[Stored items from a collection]
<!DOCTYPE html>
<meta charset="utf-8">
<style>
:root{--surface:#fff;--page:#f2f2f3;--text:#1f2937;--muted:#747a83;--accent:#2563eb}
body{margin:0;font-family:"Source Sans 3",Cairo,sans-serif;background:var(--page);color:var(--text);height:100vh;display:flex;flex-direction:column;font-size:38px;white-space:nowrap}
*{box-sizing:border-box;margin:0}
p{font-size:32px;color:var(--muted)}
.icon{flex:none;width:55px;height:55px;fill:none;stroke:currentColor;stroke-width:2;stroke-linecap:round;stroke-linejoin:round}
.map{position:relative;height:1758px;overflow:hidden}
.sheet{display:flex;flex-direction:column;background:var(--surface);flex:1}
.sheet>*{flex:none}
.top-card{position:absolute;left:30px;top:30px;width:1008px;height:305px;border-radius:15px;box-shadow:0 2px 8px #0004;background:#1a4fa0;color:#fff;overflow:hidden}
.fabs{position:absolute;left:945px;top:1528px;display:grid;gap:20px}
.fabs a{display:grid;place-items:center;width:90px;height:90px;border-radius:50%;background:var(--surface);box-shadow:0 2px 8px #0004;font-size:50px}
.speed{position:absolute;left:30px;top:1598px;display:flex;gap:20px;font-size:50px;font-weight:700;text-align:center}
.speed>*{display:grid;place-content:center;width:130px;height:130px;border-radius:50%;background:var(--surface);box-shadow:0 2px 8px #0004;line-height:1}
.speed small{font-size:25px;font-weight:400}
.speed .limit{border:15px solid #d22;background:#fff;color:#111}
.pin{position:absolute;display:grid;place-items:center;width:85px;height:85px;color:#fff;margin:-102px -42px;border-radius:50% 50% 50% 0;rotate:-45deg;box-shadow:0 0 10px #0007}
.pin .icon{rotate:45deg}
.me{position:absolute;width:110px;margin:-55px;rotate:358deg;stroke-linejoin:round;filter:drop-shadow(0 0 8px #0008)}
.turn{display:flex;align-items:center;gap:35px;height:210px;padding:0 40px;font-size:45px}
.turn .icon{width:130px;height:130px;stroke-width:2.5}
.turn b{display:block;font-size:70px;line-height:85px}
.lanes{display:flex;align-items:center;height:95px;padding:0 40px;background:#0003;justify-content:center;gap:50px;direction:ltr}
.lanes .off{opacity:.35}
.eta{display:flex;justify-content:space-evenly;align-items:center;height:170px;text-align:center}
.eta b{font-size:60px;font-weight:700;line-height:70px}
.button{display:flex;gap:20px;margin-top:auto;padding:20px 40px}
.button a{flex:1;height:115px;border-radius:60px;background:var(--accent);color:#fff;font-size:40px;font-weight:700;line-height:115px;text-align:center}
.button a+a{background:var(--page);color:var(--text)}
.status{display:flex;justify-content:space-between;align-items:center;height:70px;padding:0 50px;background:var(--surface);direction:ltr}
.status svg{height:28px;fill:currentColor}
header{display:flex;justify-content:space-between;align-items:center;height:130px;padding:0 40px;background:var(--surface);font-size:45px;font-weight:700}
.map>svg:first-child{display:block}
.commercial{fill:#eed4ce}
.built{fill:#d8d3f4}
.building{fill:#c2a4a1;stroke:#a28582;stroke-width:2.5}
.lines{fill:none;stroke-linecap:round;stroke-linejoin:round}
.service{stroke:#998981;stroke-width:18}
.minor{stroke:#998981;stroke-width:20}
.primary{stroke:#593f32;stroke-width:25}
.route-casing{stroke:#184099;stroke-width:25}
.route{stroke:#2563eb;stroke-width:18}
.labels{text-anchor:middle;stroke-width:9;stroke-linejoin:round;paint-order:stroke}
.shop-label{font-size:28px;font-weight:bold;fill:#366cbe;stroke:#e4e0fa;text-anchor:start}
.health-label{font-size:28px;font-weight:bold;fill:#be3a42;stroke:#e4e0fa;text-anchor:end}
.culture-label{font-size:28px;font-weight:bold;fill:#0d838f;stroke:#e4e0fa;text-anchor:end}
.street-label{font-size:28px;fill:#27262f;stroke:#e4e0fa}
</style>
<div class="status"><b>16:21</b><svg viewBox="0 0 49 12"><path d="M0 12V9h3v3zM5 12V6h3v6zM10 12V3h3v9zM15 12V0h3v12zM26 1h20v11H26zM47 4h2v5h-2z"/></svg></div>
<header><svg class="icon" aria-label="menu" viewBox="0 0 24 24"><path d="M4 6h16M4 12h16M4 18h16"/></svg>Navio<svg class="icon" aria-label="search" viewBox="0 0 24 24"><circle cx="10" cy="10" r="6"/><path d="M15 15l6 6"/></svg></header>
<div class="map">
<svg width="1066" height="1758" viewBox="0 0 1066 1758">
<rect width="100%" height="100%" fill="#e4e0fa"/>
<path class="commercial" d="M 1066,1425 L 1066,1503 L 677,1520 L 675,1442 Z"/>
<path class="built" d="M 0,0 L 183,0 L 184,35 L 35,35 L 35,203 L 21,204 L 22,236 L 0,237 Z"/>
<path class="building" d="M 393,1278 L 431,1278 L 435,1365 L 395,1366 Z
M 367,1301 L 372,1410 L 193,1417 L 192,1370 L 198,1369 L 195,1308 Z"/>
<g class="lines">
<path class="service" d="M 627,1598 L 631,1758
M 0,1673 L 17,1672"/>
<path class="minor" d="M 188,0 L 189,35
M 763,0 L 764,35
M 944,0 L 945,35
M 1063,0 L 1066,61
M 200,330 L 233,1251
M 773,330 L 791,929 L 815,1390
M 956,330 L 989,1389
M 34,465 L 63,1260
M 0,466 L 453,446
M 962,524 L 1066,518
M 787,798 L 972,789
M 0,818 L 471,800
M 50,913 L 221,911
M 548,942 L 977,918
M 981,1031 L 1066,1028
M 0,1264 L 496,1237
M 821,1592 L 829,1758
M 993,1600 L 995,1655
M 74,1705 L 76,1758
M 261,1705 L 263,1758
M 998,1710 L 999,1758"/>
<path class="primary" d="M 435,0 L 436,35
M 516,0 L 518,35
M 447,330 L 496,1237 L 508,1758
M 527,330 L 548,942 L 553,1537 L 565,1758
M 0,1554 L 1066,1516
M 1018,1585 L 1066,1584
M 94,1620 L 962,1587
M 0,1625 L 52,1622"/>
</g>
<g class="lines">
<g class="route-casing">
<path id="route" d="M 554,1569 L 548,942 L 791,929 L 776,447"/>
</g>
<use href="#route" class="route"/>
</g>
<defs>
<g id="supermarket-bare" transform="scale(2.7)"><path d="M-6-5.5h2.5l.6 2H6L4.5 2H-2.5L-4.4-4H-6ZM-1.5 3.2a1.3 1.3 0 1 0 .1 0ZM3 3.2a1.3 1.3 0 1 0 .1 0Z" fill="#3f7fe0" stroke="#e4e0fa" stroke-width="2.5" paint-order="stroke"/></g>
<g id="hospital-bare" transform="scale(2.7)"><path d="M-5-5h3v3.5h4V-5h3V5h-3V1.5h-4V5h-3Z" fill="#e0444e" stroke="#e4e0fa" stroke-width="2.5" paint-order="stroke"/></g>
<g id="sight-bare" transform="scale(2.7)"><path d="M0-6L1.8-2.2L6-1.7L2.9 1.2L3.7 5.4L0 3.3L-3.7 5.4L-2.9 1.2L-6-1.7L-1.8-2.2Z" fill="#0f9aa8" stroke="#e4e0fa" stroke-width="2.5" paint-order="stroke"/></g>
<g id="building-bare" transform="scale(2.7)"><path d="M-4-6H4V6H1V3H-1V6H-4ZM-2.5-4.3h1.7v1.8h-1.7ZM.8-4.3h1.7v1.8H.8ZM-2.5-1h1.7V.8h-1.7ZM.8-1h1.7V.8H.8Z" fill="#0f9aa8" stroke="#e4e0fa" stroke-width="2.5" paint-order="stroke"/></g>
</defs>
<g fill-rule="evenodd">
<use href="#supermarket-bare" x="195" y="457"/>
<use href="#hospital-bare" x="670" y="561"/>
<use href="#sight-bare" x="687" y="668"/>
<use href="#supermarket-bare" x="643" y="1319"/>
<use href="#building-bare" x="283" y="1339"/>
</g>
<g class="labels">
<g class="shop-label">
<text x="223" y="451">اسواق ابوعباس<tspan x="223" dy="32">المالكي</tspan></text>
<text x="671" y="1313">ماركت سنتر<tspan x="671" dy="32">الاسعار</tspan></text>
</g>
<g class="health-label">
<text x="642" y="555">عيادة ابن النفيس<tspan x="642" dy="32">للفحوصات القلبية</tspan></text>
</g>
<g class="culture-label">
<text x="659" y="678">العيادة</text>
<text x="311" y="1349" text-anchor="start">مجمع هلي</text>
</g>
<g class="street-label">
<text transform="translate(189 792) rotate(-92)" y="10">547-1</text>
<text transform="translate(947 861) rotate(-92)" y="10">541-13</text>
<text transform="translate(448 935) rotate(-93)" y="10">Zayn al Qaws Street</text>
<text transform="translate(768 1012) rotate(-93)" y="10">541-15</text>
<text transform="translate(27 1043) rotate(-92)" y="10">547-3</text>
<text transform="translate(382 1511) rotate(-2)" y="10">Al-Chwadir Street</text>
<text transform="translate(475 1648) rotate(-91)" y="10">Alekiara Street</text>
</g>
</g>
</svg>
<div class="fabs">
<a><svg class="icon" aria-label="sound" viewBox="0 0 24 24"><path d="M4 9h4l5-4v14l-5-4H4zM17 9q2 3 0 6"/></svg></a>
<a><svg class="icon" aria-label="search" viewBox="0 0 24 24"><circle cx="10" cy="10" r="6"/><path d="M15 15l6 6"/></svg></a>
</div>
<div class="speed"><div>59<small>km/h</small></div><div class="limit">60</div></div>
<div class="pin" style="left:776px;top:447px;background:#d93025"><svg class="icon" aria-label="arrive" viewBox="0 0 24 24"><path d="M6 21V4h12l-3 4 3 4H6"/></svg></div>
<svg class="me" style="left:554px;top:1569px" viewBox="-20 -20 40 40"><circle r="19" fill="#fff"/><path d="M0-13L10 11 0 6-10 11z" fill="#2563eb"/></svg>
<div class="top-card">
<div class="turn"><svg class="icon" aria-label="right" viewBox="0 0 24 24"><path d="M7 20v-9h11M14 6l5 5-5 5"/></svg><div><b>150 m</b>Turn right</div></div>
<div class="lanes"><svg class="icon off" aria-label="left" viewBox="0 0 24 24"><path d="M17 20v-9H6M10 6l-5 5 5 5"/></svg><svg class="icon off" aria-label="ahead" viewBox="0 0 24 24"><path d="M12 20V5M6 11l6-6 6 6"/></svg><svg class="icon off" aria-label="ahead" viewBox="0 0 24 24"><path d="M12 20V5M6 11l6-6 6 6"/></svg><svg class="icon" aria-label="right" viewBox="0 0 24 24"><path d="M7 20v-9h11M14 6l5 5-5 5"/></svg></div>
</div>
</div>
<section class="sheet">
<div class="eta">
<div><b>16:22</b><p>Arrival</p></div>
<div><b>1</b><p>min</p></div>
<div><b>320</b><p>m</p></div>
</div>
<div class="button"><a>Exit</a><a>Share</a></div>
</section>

- EXERCISE DIRECTIONS -
Collect every line above that contains the word "left".

- YOUR RESPONSE -
.top-card{position:absolute;left:30px;top:30px;width:1008px;height:305px;border-radius:15px;box-shadow:0 2px 8px #0004;background:#1a4fa0;color:#fff;overflow:hidden}
.fabs{position:absolute;left:945px;top:1528px;display:grid;gap:20px}
.speed{position:absolute;left:30px;top:1598px;display:flex;gap:20px;font-size:50px;font-weight:700;text-align:center}
<div class="pin" style="left:776px;top:447px;background:#d93025"><svg class="icon" aria-label="arrive" viewBox="0 0 24 24"><path d="M6 21V4h12l-3 4 3 4H6"/></svg></div>
<svg class="me" style="left:554px;top:1569px" viewBox="-20 -20 40 40"><circle r="19" fill="#fff"/><path d="M0-13L10 11 0 6-10 11z" fill="#2563eb"/></svg>
<div class="lanes"><svg class="icon off" aria-label="left" viewBox="0 0 24 24"><path d="M17 20v-9H6M10 6l-5 5 5 5"/></svg><svg class="icon off" aria-label="ahead" viewBox="0 0 24 24"><path d="M12 20V5M6 11l6-6 6 6"/></svg><svg class="icon off" aria-label="ahead" viewBox="0 0 24 24"><path d="M12 20V5M6 11l6-6 6 6"/></svg><svg class="icon" aria-label="right" viewBox="0 0 24 24"><path d="M7 20v-9h11M14 6l5 5-5 5"/></svg></div>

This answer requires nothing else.